More U.S. employees are hugging tight to their jobs. Here’s why.
Employees in the U.S are holding on tight to their jobs amidst a labor market that is experiencing historically low rates of worker turnover. Recent data from ADP Research, a provider of labor market analysis, reveals that workers are sticking with their jobs at a higher rate than usual, whether through quitting or layoffs. This phenomenon, known as job “stickiness,” is currently at a multi-year high as many workers choose to stay put amidst significant economic uncertainty. In January, the rate of employee turnover hit a nine-year low at 5.8%, according to ADP.
ADP chief economist Nela Richardson explained that this trend indicates a sense of loyalty between workers and employers in the current labor market. This dynamic, often referred to as “job hugging,” is particularly noticeable among white-collar workers in industries such as finance, information technology, and professional business services. These industries are also facing AI-driven changes in hiring practices, with some large companies attributing recent job cuts to advancements in artificial intelligence.

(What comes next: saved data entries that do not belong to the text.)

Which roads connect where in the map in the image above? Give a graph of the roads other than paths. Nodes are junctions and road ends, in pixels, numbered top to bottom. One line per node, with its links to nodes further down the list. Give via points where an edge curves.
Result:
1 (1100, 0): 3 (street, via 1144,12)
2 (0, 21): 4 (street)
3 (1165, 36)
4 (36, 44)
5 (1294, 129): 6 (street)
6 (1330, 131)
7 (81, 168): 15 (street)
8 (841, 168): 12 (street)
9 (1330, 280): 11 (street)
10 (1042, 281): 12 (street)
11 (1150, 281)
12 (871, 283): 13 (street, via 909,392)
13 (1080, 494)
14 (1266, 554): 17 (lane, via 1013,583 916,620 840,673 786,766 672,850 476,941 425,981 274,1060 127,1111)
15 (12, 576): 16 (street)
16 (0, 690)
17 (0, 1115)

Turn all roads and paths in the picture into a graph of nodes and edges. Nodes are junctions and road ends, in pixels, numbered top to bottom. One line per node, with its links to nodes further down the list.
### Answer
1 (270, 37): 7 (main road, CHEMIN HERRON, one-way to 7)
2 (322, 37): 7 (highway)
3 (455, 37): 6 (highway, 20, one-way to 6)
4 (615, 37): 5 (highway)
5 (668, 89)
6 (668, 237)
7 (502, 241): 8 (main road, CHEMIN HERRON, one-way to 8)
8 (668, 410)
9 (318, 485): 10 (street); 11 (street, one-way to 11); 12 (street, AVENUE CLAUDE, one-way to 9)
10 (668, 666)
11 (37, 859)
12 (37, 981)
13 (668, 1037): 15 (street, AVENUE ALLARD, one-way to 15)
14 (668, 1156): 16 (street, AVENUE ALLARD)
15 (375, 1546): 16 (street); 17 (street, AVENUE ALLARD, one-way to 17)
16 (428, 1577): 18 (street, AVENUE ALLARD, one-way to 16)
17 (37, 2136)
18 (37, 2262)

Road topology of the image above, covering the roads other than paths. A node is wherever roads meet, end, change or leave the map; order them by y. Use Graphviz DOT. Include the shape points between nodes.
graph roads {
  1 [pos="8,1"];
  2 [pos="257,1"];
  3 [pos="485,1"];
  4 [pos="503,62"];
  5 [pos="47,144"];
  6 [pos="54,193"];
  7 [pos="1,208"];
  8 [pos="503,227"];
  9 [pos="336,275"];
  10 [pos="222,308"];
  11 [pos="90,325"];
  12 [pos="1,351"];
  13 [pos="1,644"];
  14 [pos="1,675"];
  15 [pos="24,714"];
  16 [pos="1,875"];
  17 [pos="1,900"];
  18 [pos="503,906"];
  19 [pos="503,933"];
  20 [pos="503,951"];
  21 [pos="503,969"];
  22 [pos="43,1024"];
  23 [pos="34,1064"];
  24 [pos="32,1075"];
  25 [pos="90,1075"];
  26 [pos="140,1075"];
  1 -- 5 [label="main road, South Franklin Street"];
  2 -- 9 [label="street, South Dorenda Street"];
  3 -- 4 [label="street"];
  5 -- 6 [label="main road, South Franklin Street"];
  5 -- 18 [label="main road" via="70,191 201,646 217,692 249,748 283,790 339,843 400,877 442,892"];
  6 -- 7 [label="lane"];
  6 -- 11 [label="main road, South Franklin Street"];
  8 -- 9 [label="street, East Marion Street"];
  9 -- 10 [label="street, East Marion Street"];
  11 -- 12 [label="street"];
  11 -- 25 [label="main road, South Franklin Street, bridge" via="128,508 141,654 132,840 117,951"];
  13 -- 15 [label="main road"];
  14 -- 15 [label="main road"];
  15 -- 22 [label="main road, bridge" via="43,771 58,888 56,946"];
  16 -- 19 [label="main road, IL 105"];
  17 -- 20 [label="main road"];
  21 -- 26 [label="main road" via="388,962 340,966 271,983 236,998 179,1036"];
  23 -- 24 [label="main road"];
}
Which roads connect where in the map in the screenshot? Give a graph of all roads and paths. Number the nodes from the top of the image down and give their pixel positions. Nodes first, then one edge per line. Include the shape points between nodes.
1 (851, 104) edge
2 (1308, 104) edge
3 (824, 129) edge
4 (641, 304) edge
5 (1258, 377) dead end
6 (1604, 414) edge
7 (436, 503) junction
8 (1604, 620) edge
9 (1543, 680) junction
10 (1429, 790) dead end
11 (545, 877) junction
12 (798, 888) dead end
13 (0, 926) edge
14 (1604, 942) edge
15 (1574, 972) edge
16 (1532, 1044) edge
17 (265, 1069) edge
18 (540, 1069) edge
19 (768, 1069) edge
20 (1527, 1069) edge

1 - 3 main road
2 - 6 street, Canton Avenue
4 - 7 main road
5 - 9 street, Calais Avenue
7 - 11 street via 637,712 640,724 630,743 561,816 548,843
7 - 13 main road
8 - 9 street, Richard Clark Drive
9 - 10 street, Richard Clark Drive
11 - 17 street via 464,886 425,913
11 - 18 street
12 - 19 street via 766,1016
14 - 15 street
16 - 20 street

The fear of AI displacing white-collar employees has led to a renewed interest in blue-collar careers among some young job-seekers. Richardson highlighted that the cautious state of the current labor market is a result of the aftermath of the pandemic, during which there was robust hiring following significant employment losses. This contrasts sharply with the “Great Resignation” period during the pandemic when employees were quitting at record rates.
Anecdotal evidence suggests that some workers are remaining in their jobs due to concerns about AI taking over roles they would have pursued in the past. Radouane Khiri, a full-stack web developer at US Mobile, shared his experience of using AI coding tools to improve efficiency in his job. However, he noted that his company is hiring fewer entry-level developers due to AI’s ability to complete tasks more quickly.
Despite concerns about AI displacing jobs, experts believe that AI will ultimately drive innovation and create new job opportunities. Joseph Briggs, a global economist at Goldman Sachs, emphasized that technological change is a key driver of long-term employment growth and that AI is likely to create new jobs while eliminating others. As the labor market continues to adapt to the evolving landscape of AI technology, workers and employers are navigating a new era of job stability and innovation.